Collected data
───

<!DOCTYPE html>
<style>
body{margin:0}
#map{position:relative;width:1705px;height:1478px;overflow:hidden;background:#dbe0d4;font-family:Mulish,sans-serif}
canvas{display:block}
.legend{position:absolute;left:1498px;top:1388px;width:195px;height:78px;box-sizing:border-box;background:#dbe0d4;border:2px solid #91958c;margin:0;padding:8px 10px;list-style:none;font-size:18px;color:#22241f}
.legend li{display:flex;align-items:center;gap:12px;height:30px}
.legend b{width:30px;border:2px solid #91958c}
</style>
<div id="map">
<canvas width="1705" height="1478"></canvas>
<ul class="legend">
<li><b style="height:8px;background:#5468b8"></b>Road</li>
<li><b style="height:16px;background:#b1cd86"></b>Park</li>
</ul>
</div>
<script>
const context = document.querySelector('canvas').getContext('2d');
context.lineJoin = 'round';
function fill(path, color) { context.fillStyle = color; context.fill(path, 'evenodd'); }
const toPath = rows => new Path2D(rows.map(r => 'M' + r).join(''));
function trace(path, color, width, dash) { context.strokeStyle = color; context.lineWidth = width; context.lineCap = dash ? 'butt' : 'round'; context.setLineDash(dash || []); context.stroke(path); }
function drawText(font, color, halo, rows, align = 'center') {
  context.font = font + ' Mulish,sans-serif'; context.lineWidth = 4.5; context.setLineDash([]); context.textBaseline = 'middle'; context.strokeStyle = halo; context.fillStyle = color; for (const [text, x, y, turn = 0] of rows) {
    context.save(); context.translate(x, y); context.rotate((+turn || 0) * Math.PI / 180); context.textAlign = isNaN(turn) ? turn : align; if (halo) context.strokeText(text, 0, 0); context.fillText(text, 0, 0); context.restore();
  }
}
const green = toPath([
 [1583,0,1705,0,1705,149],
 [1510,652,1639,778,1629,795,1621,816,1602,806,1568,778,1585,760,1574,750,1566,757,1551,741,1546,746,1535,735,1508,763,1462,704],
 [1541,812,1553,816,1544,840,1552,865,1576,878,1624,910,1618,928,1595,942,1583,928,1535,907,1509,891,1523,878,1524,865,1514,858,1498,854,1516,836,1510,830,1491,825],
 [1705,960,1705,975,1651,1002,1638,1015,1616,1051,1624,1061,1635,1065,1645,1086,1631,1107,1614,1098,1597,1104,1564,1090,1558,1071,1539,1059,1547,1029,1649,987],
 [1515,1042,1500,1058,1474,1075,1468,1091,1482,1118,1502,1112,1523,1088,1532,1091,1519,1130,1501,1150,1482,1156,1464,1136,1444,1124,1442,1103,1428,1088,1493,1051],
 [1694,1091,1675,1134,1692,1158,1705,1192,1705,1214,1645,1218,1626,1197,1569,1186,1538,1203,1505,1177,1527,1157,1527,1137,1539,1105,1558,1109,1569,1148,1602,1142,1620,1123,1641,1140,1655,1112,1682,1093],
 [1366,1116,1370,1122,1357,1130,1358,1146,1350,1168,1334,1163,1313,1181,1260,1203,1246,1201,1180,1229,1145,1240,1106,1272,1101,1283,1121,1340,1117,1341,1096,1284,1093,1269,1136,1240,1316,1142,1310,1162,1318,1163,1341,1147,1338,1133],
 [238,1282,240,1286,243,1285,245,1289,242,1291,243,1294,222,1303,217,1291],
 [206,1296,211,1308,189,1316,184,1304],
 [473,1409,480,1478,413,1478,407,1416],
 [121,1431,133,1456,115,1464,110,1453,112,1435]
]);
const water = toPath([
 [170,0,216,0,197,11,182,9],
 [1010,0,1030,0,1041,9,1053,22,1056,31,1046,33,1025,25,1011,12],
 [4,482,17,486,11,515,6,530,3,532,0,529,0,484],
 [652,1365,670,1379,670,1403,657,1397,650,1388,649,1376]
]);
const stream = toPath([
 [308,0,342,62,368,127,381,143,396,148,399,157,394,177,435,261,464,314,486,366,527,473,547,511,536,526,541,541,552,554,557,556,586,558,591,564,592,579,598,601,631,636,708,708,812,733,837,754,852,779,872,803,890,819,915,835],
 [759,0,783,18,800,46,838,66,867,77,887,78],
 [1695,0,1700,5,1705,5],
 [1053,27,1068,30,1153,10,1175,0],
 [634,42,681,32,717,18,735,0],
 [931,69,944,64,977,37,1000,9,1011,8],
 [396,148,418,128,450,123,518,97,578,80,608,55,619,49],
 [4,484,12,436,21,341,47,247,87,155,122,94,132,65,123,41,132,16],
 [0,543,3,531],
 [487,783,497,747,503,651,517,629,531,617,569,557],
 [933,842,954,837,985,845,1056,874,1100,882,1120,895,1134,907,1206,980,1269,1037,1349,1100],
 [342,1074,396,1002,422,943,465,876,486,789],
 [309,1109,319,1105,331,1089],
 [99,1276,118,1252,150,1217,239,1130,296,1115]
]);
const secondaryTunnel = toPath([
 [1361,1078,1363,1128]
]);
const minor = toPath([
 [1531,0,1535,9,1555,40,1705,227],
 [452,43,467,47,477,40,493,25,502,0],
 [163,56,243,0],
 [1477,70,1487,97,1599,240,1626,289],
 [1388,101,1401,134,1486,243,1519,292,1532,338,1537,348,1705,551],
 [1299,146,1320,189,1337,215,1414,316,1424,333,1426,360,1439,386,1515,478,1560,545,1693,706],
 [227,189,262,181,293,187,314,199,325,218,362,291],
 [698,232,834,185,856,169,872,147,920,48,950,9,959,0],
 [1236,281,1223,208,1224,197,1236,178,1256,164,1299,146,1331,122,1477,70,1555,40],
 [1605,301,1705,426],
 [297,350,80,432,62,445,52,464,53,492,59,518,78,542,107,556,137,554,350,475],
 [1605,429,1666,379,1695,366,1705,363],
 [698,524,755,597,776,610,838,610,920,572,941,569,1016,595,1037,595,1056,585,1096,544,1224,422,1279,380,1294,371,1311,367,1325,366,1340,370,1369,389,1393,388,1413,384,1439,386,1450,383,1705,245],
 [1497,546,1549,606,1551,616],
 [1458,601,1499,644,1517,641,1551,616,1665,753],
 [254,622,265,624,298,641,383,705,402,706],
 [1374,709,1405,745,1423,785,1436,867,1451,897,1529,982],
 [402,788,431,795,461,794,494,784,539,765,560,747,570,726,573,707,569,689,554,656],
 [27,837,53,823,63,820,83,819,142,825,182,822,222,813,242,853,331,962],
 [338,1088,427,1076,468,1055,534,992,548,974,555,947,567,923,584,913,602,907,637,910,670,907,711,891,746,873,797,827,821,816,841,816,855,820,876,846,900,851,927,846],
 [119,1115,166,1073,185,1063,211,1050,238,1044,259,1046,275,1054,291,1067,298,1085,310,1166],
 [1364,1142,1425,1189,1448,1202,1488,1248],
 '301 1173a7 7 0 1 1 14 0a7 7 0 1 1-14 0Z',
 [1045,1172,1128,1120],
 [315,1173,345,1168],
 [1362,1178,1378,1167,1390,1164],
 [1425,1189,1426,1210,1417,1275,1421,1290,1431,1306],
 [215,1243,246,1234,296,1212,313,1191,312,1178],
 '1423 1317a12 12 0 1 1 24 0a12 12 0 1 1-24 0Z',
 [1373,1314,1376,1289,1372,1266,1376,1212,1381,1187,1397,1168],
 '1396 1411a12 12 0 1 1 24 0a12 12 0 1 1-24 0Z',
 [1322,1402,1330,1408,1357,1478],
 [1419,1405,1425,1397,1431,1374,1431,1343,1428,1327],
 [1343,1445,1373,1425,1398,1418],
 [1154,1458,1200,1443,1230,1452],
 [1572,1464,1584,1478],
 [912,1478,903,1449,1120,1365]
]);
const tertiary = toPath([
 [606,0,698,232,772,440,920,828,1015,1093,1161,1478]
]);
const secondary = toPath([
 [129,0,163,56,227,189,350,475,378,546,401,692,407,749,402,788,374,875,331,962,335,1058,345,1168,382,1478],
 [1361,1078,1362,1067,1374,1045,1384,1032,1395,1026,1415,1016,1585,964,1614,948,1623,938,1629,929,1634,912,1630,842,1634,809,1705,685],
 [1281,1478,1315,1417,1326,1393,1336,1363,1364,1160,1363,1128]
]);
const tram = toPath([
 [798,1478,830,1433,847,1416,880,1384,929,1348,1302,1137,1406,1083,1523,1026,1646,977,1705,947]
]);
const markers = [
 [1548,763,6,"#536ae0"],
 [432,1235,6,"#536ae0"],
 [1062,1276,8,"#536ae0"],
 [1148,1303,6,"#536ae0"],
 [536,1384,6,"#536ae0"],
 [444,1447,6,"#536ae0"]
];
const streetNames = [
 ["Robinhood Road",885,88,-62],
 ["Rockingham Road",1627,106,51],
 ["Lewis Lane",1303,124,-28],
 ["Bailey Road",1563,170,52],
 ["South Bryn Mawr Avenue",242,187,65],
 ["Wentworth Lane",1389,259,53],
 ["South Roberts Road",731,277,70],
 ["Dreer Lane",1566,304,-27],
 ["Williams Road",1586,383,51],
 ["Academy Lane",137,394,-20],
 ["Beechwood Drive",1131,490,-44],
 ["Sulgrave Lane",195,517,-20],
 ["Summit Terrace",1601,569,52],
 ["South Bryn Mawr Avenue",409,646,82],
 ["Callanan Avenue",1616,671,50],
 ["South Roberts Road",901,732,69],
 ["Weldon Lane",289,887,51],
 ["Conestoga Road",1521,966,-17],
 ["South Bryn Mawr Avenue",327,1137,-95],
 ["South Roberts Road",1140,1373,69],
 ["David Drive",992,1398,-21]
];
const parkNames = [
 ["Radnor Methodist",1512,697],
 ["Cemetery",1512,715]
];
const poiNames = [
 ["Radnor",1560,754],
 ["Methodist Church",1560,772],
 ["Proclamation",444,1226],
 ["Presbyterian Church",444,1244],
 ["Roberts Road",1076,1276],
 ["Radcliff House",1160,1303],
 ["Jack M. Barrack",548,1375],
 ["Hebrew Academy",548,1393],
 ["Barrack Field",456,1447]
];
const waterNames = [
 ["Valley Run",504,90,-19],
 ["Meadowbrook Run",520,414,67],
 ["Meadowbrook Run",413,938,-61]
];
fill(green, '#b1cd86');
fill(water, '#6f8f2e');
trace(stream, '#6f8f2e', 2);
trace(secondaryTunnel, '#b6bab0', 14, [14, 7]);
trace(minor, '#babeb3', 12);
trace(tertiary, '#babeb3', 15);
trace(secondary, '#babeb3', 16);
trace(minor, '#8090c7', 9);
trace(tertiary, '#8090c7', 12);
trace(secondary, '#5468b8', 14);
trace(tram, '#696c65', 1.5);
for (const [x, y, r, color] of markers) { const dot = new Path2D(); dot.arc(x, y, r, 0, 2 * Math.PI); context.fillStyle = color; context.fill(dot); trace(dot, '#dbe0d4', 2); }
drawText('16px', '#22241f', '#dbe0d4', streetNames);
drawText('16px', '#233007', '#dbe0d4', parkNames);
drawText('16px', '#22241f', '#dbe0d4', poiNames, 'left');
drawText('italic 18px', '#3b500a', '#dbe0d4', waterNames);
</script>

───

[REQUIRED ACTION]
Collect the lines of the data that carry the word "canvas".

[EXERCISE SOLUTION]
canvas{display:block}
<canvas width="1705" height="1478"></canvas>
const context = document.querySelector('canvas').getContext('2d');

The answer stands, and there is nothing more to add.